**What you have to do**.
Reproduce all of the data, making sure that no line differs from the original.

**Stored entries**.

__________________________________________________

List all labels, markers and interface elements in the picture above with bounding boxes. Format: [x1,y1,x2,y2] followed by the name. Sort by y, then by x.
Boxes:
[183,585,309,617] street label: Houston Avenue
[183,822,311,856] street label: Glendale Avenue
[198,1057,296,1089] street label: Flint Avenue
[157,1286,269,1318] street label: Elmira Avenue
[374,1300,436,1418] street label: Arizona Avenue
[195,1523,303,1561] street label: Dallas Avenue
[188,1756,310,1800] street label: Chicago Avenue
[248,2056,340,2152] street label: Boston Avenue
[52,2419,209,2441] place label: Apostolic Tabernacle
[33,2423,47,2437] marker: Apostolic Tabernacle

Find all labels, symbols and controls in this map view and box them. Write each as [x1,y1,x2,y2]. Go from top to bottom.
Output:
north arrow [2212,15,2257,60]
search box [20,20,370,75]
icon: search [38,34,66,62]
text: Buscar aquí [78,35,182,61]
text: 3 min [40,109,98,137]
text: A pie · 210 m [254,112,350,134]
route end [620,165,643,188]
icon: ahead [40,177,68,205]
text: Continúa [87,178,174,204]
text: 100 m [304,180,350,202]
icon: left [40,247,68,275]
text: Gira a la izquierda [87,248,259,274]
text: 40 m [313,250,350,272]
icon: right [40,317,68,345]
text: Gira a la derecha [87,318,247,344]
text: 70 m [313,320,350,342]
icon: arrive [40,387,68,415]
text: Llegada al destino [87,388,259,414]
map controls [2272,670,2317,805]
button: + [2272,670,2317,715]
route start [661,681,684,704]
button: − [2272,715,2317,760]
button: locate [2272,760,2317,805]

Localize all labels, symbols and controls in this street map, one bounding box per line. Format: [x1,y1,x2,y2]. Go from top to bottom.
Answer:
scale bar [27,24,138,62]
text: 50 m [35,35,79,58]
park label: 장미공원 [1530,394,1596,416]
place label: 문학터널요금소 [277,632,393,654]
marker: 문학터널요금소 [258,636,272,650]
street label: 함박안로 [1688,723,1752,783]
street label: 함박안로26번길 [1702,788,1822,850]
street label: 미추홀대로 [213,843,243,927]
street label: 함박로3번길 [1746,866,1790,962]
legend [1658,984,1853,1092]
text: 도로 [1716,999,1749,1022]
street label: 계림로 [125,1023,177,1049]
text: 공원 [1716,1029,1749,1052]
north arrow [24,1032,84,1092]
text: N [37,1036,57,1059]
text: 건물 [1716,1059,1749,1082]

__________________________________________________

**Written response**.
List all labels, markers and interface elements in the picture above with bounding boxes. Format: [x1,y1,x2,y2] followed by the name. Sort by y, then by x.
Boxes:
[183,585,309,617] street label: Houston Avenue
[183,822,311,856] street label: Glendale Avenue
[198,1057,296,1089] street label: Flint Avenue
[157,1286,269,1318] street label: Elmira Avenue
[374,1300,436,1418] street label: Arizona Avenue
[195,1523,303,1561] street label: Dallas Avenue
[188,1756,310,1800] street label: Chicago Avenue
[248,2056,340,2152] street label: Boston Avenue
[52,2419,209,2441] place label: Apostolic Tabernacle
[33,2423,47,2437] marker: Apostolic Tabernacle

Find all labels, symbols and controls in this map view and box them. Write each as [x1,y1,x2,y2]. Go from top to bottom.
Output:
north arrow [2212,15,2257,60]
search box [20,20,370,75]
icon: search [38,34,66,62]
text: Buscar aquí [78,35,182,61]
text: 3 min [40,109,98,137]
text: A pie · 210 m [254,112,350,134]
route end [620,165,643,188]
icon: ahead [40,177,68,205]
text: Continúa [87,178,174,204]
text: 100 m [304,180,350,202]
icon: left [40,247,68,275]
text: Gira a la izquierda [87,248,259,274]
text: 40 m [313,250,350,272]
icon: right [40,317,68,345]
text: Gira a la derecha [87,318,247,344]
text: 70 m [313,320,350,342]
icon: arrive [40,387,68,415]
text: Llegada al destino [87,388,259,414]
map controls [2272,670,2317,805]
button: + [2272,670,2317,715]
route start [661,681,684,704]
button: − [2272,715,2317,760]
button: locate [2272,760,2317,805]

Localize all labels, symbols and controls in this street map, one bounding box per line. Format: [x1,y1,x2,y2]. Go from top to bottom.
Answer:
scale bar [27,24,138,62]
text: 50 m [35,35,79,58]
park label: 장미공원 [1530,394,1596,416]
place label: 문학터널요금소 [277,632,393,654]
marker: 문학터널요금소 [258,636,272,650]
street label: 함박안로 [1688,723,1752,783]
street label: 함박안로26번길 [1702,788,1822,850]
street label: 미추홀대로 [213,843,243,927]
street label: 함박로3번길 [1746,866,1790,962]
legend [1658,984,1853,1092]
text: 도로 [1716,999,1749,1022]
street label: 계림로 [125,1023,177,1049]
text: 공원 [1716,1029,1749,1052]
north arrow [24,1032,84,1092]
text: N [37,1036,57,1059]
text: 건물 [1716,1059,1749,1082]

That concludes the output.